WORK TO COMPLETE: Each entry, in full: reproduce it exactly.

RECORD EXTRACTS:
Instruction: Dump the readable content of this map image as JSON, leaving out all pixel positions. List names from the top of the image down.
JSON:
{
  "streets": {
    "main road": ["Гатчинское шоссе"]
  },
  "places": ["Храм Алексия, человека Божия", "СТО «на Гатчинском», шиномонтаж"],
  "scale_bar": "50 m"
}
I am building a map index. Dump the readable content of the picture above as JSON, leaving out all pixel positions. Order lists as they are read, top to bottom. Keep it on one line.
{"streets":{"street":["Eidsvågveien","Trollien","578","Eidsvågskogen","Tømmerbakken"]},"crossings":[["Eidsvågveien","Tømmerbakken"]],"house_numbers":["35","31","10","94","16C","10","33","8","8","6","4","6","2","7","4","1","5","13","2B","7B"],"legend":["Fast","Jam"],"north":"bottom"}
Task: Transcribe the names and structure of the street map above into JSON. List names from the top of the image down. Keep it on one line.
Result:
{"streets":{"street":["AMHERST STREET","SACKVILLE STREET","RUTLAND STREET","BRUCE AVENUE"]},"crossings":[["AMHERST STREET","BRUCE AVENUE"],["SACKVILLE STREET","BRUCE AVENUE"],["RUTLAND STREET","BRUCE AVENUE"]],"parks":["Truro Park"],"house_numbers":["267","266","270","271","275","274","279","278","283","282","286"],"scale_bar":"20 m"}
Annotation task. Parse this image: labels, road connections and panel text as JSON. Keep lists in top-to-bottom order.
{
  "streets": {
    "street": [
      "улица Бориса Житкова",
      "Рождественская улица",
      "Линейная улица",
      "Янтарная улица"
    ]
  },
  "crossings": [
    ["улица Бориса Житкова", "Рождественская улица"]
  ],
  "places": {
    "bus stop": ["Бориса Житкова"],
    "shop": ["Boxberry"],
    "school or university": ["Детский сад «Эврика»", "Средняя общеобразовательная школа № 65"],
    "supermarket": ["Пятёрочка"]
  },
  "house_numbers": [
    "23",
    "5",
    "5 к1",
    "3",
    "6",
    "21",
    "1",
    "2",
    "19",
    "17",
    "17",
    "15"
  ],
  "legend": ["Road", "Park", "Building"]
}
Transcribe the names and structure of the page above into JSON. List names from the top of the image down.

EXERCISE RESULT:
Instruction: Dump the readable content of this map image as JSON, leaving out all pixel positions. List names from the top of the image down.
JSON:
{
  "streets": {
    "main road": ["Гатчинское шоссе"]
  },
  "places": ["Храм Алексия, человека Божия", "СТО «на Гатчинском», шиномонтаж"],
  "scale_bar": "50 m"
}
I am building a map index. Dump the readable content of the picture above as JSON, leaving out all pixel positions. Order lists as they are read, top to bottom. Keep it on one line.
{"streets":{"street":["Eidsvågveien","Trollien","578","Eidsvågskogen","Tømmerbakken"]},"crossings":[["Eidsvågveien","Tømmerbakken"]],"house_numbers":["35","31","10","94","16C","10","33","8","8","6","4","6","2","7","4","1","5","13","2B","7B"],"legend":["Fast","Jam"],"north":"bottom"}
Task: Transcribe the names and structure of the street map above into JSON. List names from the top of the image down. Keep it on one line.
Result:
{"streets":{"street":["AMHERST STREET","SACKVILLE STREET","RUTLAND STREET","BRUCE AVENUE"]},"crossings":[["AMHERST STREET","BRUCE AVENUE"],["SACKVILLE STREET","BRUCE AVENUE"],["RUTLAND STREET","BRUCE AVENUE"]],"parks":["Truro Park"],"house_numbers":["267","266","270","271","275","274","279","278","283","282","286"],"scale_bar":"20 m"}
Annotation task. Parse this image: labels, road connections and panel text as JSON. Keep lists in top-to-bottom order.
{
  "streets": {
    "street": [
      "улица Бориса Житкова",
      "Рождественская улица",
      "Линейная улица",
      "Янтарная улица"
    ]
  },
  "crossings": [
    ["улица Бориса Житкова", "Рождественская улица"]
  ],
  "places": {
    "bus stop": ["Бориса Житкова"],
    "shop": ["Boxberry"],
    "school or university": ["Детский сад «Эврика»", "Средняя общеобразовательная школа № 65"],
    "supermarket": ["Пятёрочка"]
  },
  "house_numbers": [
    "23",
    "5",
    "5 к1",
    "3",
    "6",
    "21",
    "1",
    "2",
    "19",
    "17",
    "17",
    "15"
  ],
  "legend": ["Road", "Park", "Building"]
}
Transcribe the names and structure of the page above into JSON. List names from the top of the image down.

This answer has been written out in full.